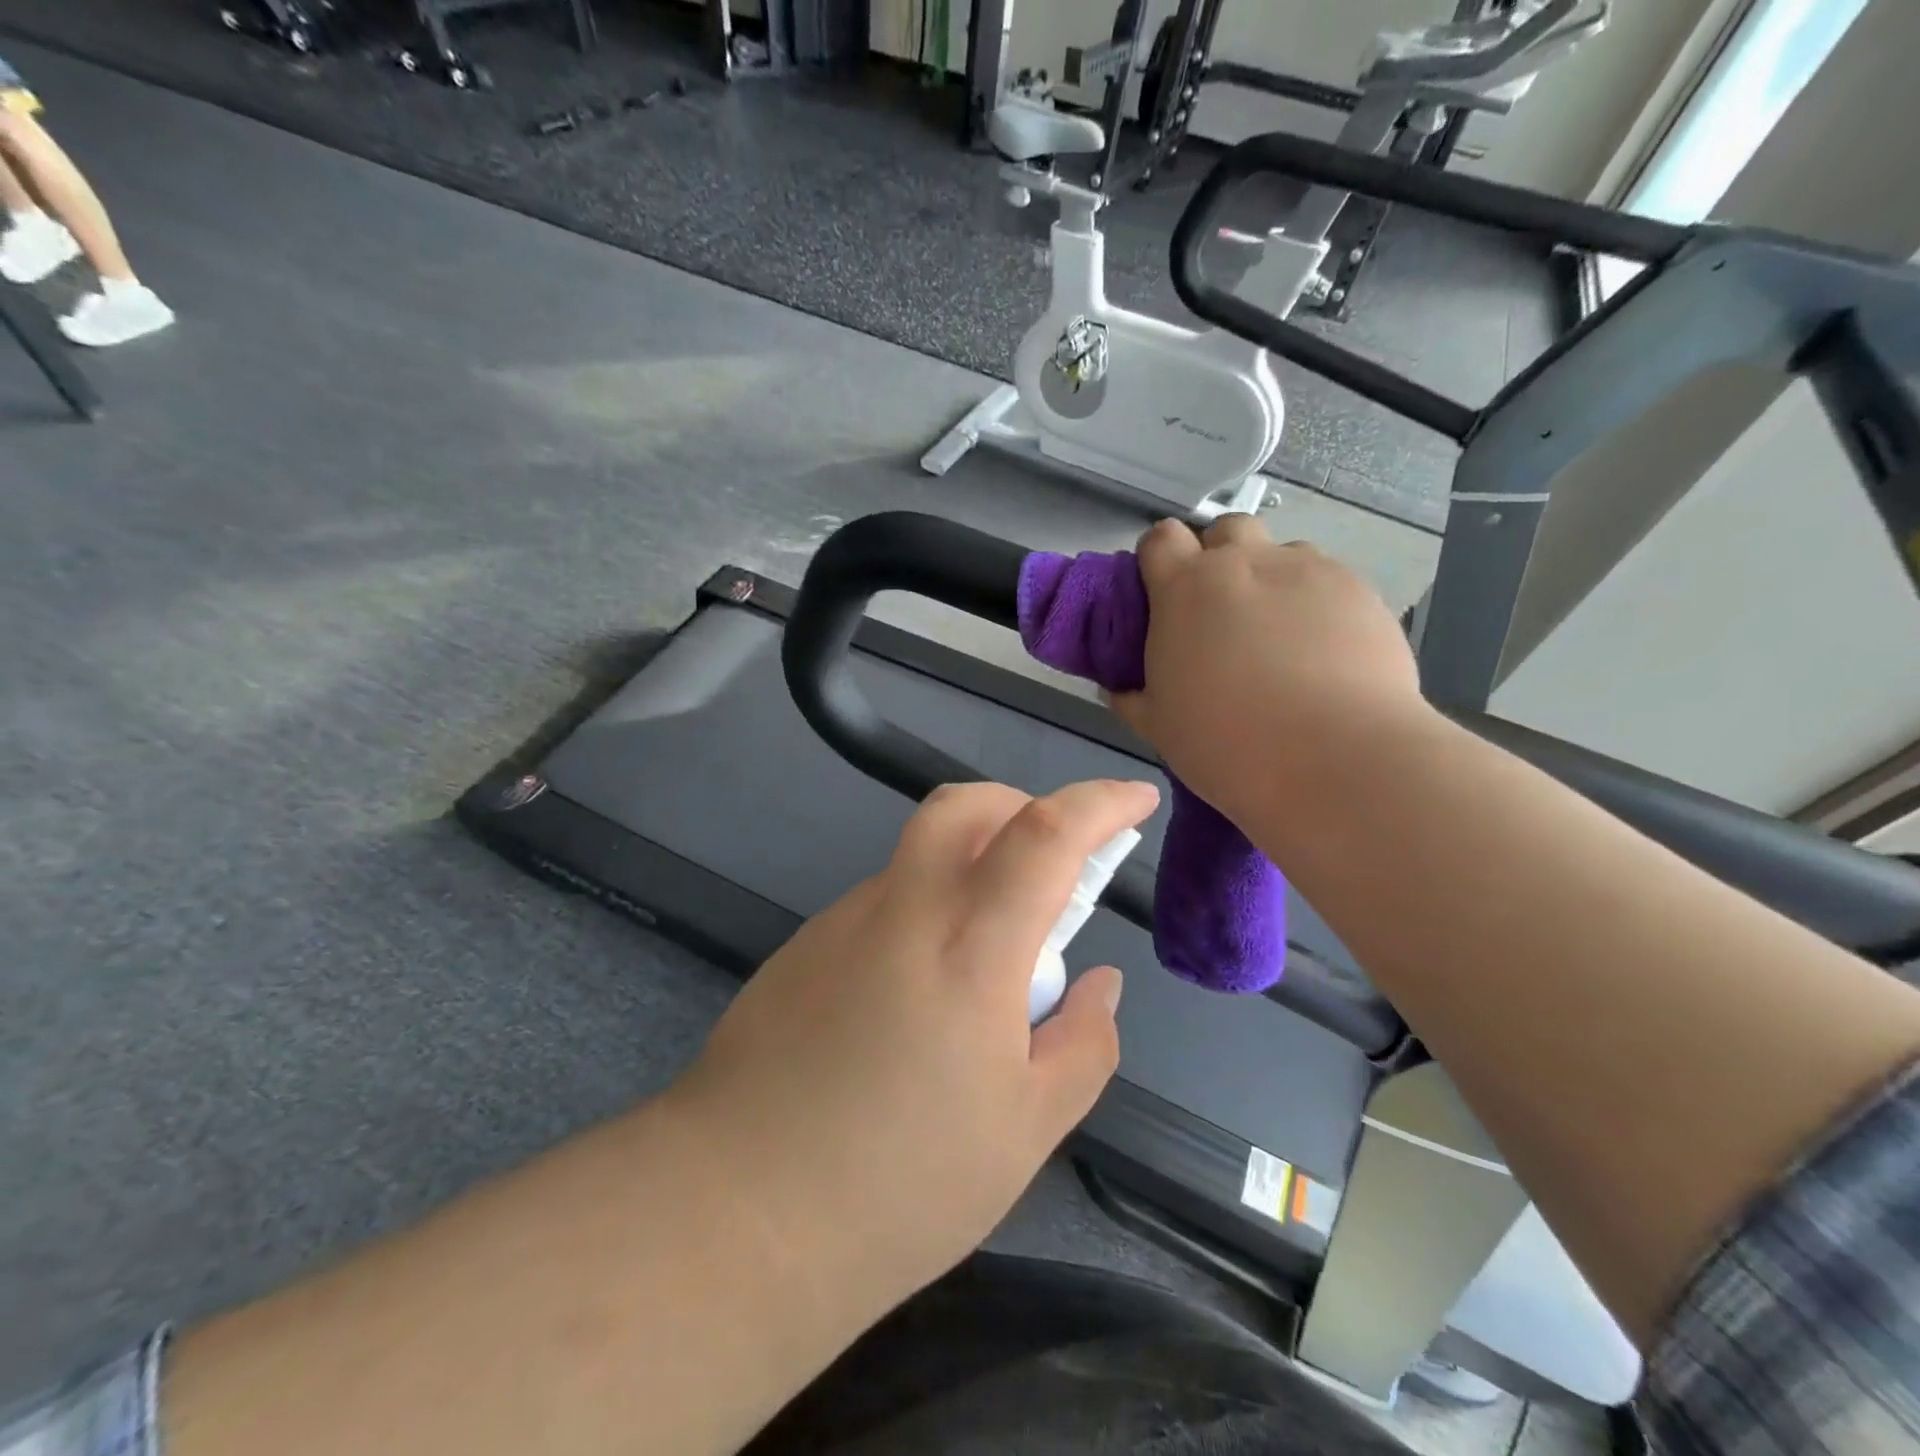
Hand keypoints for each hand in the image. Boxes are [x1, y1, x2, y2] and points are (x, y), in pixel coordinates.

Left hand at [672, 778, 1159, 1319]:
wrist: (733, 1215)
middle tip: (1050, 863)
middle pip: (963, 806)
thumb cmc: (899, 1183)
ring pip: (920, 860)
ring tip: (982, 972)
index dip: (1100, 802)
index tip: (1137, 798)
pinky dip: (922, 919)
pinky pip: (882, 907)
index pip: (1046, 834)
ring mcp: (842, 923)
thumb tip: (1100, 983)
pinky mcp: (803, 948)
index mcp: (970, 948)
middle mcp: (903, 911)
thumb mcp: (1026, 1130)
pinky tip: (914, 1005)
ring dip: (968, 876)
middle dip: (1019, 806)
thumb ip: (1083, 1044)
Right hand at [1110, 515, 1426, 819]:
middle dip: (1220, 557)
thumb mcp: (1159, 726)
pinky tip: (1324, 653)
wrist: (1335, 759)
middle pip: (1226, 529)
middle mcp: (1246, 563)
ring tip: (1280, 636)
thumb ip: (1133, 698)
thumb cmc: (1226, 742)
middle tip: (1222, 612)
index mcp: (1185, 588)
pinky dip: (1317, 605)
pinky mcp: (1360, 591)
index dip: (1159, 559)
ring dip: (1272, 580)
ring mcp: (1309, 570)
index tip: (1163, 594)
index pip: (1160, 538)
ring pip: (1283, 554)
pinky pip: (1328, 582)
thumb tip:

------------------------------

### DIRECTIONS:
Starting at the line above that holds "thumb mcp: (1159, 726)" and ending at the line that holds "pinky dip: (1317, 605)", transcribe each line exactly and include no other lines.

### WRITTEN ANSWER:
thumb mcp: (1159, 726)
pinky tip: (1324, 653)
wrist: (1335, 759)
middle pip: (1226, 529)
middle mcp: (1246, 563)
ring tip: (1280, 636)
thumb ip: (1133, 698)
thumb cmc: (1226, 742)
middle tip: (1222, 612)
index mcp: (1185, 588)
pinky dip: (1317, 605)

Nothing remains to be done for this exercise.